--- DATA TO USE Enclosed Below ---
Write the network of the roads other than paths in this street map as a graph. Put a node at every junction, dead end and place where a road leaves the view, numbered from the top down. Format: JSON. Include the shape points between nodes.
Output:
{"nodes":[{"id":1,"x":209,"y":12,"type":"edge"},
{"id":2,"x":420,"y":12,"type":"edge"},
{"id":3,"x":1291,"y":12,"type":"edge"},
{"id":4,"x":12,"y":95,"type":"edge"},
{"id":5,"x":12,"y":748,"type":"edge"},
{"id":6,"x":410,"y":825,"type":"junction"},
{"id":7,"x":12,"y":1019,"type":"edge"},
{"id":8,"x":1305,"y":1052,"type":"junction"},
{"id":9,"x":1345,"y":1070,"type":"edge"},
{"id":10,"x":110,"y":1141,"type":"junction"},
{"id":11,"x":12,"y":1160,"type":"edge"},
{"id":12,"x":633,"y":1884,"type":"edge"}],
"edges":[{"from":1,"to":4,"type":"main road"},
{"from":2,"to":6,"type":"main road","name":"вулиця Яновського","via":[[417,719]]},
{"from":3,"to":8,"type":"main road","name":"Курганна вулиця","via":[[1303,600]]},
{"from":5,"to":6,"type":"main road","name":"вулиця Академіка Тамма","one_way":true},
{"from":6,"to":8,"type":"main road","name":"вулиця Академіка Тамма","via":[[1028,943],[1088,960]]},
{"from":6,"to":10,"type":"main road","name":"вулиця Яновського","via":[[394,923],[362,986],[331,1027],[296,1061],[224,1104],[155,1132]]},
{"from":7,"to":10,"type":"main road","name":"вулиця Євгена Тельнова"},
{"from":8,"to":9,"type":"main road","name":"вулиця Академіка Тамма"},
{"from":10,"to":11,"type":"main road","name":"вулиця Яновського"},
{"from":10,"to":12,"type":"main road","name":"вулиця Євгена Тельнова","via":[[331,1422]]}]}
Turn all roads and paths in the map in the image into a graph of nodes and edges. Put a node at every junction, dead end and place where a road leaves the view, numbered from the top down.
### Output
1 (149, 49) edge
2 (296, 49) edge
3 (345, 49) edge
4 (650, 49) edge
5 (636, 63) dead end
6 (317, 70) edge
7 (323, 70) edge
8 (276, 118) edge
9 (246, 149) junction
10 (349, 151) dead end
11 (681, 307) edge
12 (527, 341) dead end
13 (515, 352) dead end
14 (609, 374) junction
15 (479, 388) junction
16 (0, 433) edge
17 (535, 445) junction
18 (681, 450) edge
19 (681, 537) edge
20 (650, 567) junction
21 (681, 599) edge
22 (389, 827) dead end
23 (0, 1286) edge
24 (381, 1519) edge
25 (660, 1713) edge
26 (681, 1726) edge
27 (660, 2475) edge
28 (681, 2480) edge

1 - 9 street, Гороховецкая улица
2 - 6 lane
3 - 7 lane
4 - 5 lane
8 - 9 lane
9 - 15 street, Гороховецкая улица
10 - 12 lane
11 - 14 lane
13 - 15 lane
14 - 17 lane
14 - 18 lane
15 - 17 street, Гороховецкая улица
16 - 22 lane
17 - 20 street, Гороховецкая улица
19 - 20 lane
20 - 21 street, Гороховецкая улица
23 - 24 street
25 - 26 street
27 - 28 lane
--- End of Enclosed DATA TO USE ---
**WHAT THE EXERCISE ASKS**
Give back exactly the lines from the line holding "Turn all roads" through the last line of the listing, including both.

**EXERCISE RESPONSE**
Turn all roads and paths in the map in the image into a graph of nodes and edges. Put a node at every junction, dead end and place where a road leaves the view, numbered from the top down.
### Output
1 (149, 49) edge
2 (296, 49) edge
3 (345, 49) edge
4 (650, 49) edge
5 (636, 63) dead end
6 (317, 70) edge
7 (323, 70) edge
8 (276, 118) edge
9 (246, 149) junction
10 (349, 151) dead end
11 (681, 307) edge
12 (527, 341) dead end
13 (515, 352) dead end
14 (609, 374) junction
15 (479, 388) junction
16 (0, 433) edge
17 (535, 445) junction
18 (681, 450) edge
19 (681, 537) edge
20 (650, 567) junction
21 (681, 599) edge
22 (389, 827) dead end
23 (0, 1286) edge
24 (381, 1519) edge
25 (660, 1713) edge
26 (681, 1726) edge
27 (660, 2475) edge
28 (681, 2480) edge

1 - 9 street, Гороховецкая улица
2 - 6 lane
3 - 7 lane
4 - 5 lane
8 - 9 lane
9 - 15 street, Гороховецкая улица
10 - 12 lane
11 - 14 lane
13 - 15 lane
14 - 17 lane
14 - 18 lane
15 - 17 street, Гороховецкая улица
16 - 22 lane
17 - 20 street, Гороховецкая улица
19 - 20 lane
20 - 21 street, Гороховецкая улица
23 - 24 street
25 - 26 street
27 - 28 lane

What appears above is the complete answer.